(Material for this task):
#####
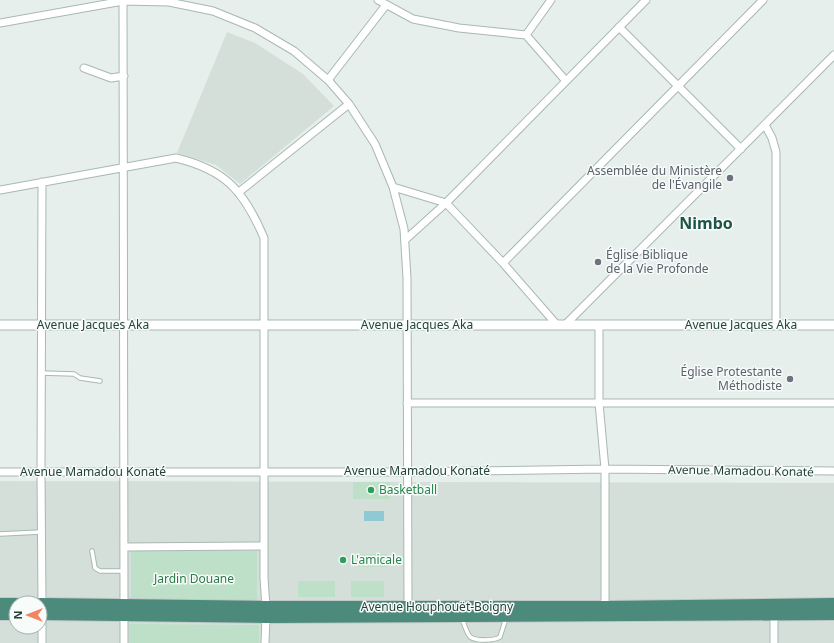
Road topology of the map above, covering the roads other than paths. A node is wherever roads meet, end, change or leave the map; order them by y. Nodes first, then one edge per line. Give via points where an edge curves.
1 (123, 0) edge
2 (378, 0) edge
3 (551, 0) edge
4 (646, 0) edge
5 (763, 0) edge
6 (386, 5) junction
7 (0, 23) edge
8 (619, 27) junction
9 (526, 35) junction
10 (834, 55) edge
11 (84, 68) dead end
12 (124, 76) junction
13 (328, 80) junction
14 (566, 81) junction
15 (678, 86) junction
16 (349, 104) junction
17 (765, 124) junction
18 (741, 148) junction
19 (124, 167) junction
20 (42, 182) junction
21 (393, 187) junction
22 (0, 190) edge
23 (239, 192) junction
24 (446, 204) junction
25 (405, 240) junction
26 (503, 263) junction
27 (0, 325) edge
28 (41, 325) junction
29 (124, 325) junction
30 (264, 325) junction
31 (407, 325) junction
32 (561, 325) junction
33 (599, 325) junction
34 (776, 325) junction
35 (834, 325) edge
36 (41, 373) junction
37 (100, 381) dead end
38 (407, 403) junction
39 (599, 403) junction
40 (834, 403) edge
41 (605, 469) junction
42 (834, 471) edge
43 (0, 472) edge
44 (41, 472) junction
45 (124, 472) junction
46 (264, 472) junction
47 (407, 472) junction
48 (42, 532) junction
49 (0, 534) edge
50 (264, 546) junction
51 (124, 547) junction
52 (92, 551) dead end
53 (124, 571) junction
54 (41, 595) edge
55 (834, 604) edge
56 (408, 607) junction
57 (605, 607) junction
58 (48, 609) edge
59 (124, 610) junction
60 (266, 612) junction
61 (834, 614) edge
62 (774, 615) junction
63 (460, 616) junction
64 (507, 616) junction
65 (124, 643) edge
66 (265, 643) edge
67 (774, 643) edge

1 - 7 street
1 - 12 street
1 - 13 street via 168,2 213,11 255,28 294,51
2 - 6 street
3 - 9 street
4 - 8 street
5 - 15 street
6 - 9 street via 412,19 459,28
6 - 13 street
8 - 14 street
8 - 15 street
9 - 14 street
10 - 17 street
11 - 12 street via 111,78
12 - 19 street
13 - 16 street
14 - 24 street
15 - 18 street
15 - 26 street
16 - 21 street via 375,144
16 - 23 street
17 - 18 street
17 - 34 street via 776,152
18 - 32 street
19 - 20 street
19 - 23 street via 176,158 210,170
19 - 29 street
20 - 22 street
20 - 28 street
21 - 24 street
21 - 25 street
23 - 30 street via 254,214 264,238
24 - 25 street
24 - 26 street
25 - 31 street
26 - 32 street
27 - 28 street, Avenue Jacques Aka
28 - 29 street, Avenue Jacques Aka
28 - 36 street
29 - 30 street, Avenue Jacques Aka
29 - 45 street
30 - 31 street, Avenue Jacques Aka
30 - 46 street
31 - 32 street, Avenue Jacques Aka
31 - 38 street
32 - 33 street, Avenue Jacques Aka
33 - 34 street, Avenue Jacques Aka
33 - 39 street
34 - 35 street, Avenue Jacques Aka
36 - 37 lane via 74,374 80,378
36 - 44 street
38 - 39 street
38 - 47 street
39 - 40 street
39 - 41 street
41 - 42 street, Avenue Mamadou Konaté
41 - 47 street, Avenue Mamadou Konaté
41 - 57 street
43 - 44 street, Avenue Mamadou Konaté
44 - 45 street, Avenue Mamadou Konaté
44 - 48 street
45 - 46 street, Avenue Mamadou Konaté
45 - 51 street
46 - 47 street, Avenue Mamadou Konaté
46 - 50 street
47 - 56 street
48 - 49 lane
48 - 54 street
50 - 51 street
50 - 60 street
51 - 53 street
52 - 53 lane via 95,568 100,571
53 - 59 street
55 - 57 highway, Avenue Houphouët-Boigny
56 - 57 highway, Avenue Houphouët-Boigny
56 - 60 highway, Avenue Houphouët-Boigny
58 - 59 highway, Avenue Houphouët-Boigny
59 - 60 highway, Avenue Houphouët-Boigny
59 - 65 street
60 - 63 highway, Avenue Houphouët-Boigny
60 - 66 street
61 - 62 highway, Avenue Houphouët-Boigny
62 - 64 highway, Avenue Houphouët-Boigny
62 - 67 street
63 - 64 highway, Avenue Houphouët-Boigny
63 - 64 lane via 473,640 500,637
#####
(What is being asked): Could you reproduce the records above exactly, leaving out the pictures?

(Finished exercise):
Road topology of the map above, covering the roads other than paths. A node is wherever roads meet, end, change or leave the map; order them by y. Nodes first, then one edge per line. Give via points where an edge curves.
1 (123, 0) edge
2 (378, 0) edge
3 (551, 0) edge
4 (646, 0) edge
5 (763, 0) edge
6 (386, 5) junction
7 (0, 23) edge
8 (619, 27) junction
9 (526, 35) junction
10 (834, 55) edge
11 (84, 68) dead end
12 (124, 76) junction
13 (328, 80) junction
14 (566, 81) junction
15 (678, 86) junction
16 (349, 104) junction
17 (765, 124) junction
18 (741, 148) junction
19 (124, 167) junction
20 (42, 182) junction
21 (393, 187) junction
22 (0, 190) edge
23 (239, 192) junction
24 (446, 204) junction
25 (405, 240) junction
26 (503, 263) junction
27 (0, 325) edge
28 (41, 325) junction
29 (124, 325) junction
30 (264, 325) junction
31 (407, 325) junction
32 (561, 325) junction
33 (599, 325) junction
34 (776, 325) junction
35 (834, 325) edge
36 (41, 373) junction
37 (100, 381) dead end
38 (407, 403) junction
39 (599, 403) junction
40 (834, 403) edge
41 (605, 469) junction
42 (834, 471) edge
43 (0, 472) edge
44 (41, 472) junction
45 (124, 472) junction
46 (264, 472) junction
47 (407, 472) junction
48 (42, 532) junction
49 (0, 534) edge
50 (264, 546) junction
51 (124, 547) junction
52 (92, 551) dead end
53 (124, 571) junction
54 (41, 595) edge
55 (834, 604) edge
56 (408, 607) junction
57 (605, 607) junction
58 (48, 609) edge
59 (124, 610) junction
60 (266, 612) junction
61 (834, 614) edge
62 (774, 615) junction
63 (460, 616) junction
64 (507, 616) junction
65 (124, 643) edge
66 (265, 643) edge
67 (774, 643) edge

1 - 7 street
1 - 12 street
1 - 13 street via 168,2 213,11 255,28 294,51
2 - 6 street
3 - 9 street
4 - 8 street
5 - 15 street
6 - 9 street via 412,19 459,28
6 - 13 street
8 - 14 street
8 - 15 street
9 - 14 street
10 - 17 street
11 - 12 street via 111,78
12 - 19 street
13 - 16 street
14 - 24 street
15 - 18 street
15 - 26 street
16 - 21 street via 375,144
16 - 23 street
17 - 18 street
17 - 34 street via 776,152
18 - 32 street
19 - 20 street
19 - 23 street via 176,158 210,170
19 - 29 street
20 - 22 street
20 - 28 street
21 - 24 street
21 - 25 street
23 - 30 street via 254,214 264,238
24 - 25 street
24 - 26 street
25 - 31 street
26 - 32 street
27 - 28 street, Avenue Jacques Aka
28 - 29 street, Avenue Jacques Aka
28 - 36 street
29 - 30 street, Avenue Jacques Aka
29 - 45 street
30 - 31 street, Avenue Jacques Aka
30 - 46 street
31 - 32 street, Avenue Jacques Aka
31 - 38 street
32 - 33 street, Avenue Jacques Aka
33 - 34 street, Avenue Jacques Aka
33 - 39 street
34 - 35 street, Avenue Jacques Aka
36 - 37 lane via 74,374 80,378
36 - 44 street
38 - 39 street
38 - 47 street
39 - 40 street
39 - 41 street
41 - 42 street, Avenue Mamadou Konaté
41 - 47 street, Avenue Mamadou Konaté
41 - 57 street
43 - 44 street, Avenue Mamadou Konaté
44 - 45 street, Avenue Mamadou Konaté
44 - 48 street
45 - 46 street, Avenue Mamadou Konaté
45 - 51 street
46 - 47 street, Avenue Mamadou Konaté
46 - 50 street
47 - 56 street
48 - 49 lane
48 - 54 street
50 - 51 street
50 - 60 street
51 - 53 street
52 - 53 lane via 95,568 100,571
53 - 59 street
55 - 57 highway, Avenue Houphouët-Boigny
56 - 57 highway, Avenue Houphouët-Boigny
56 - 60 highway, Avenue Houphouët-Boigny
58 - 59 highway, Avenue Houphouët-Boigny
59 - 60 highway, Avenue Houphouët-Boigny
59 - 65 street
60 - 63 highway, Avenue Houphouët-Boigny
60 - 66 street
61 - 62 highway, Avenue Houphouët-Boigny
62 - 64 highway, Avenue Houphouët-Boigny
62 - 67 street
63 - 64 highway, Avenue Houphouët-Boigny
63 - 64 lane via 473,640 500,637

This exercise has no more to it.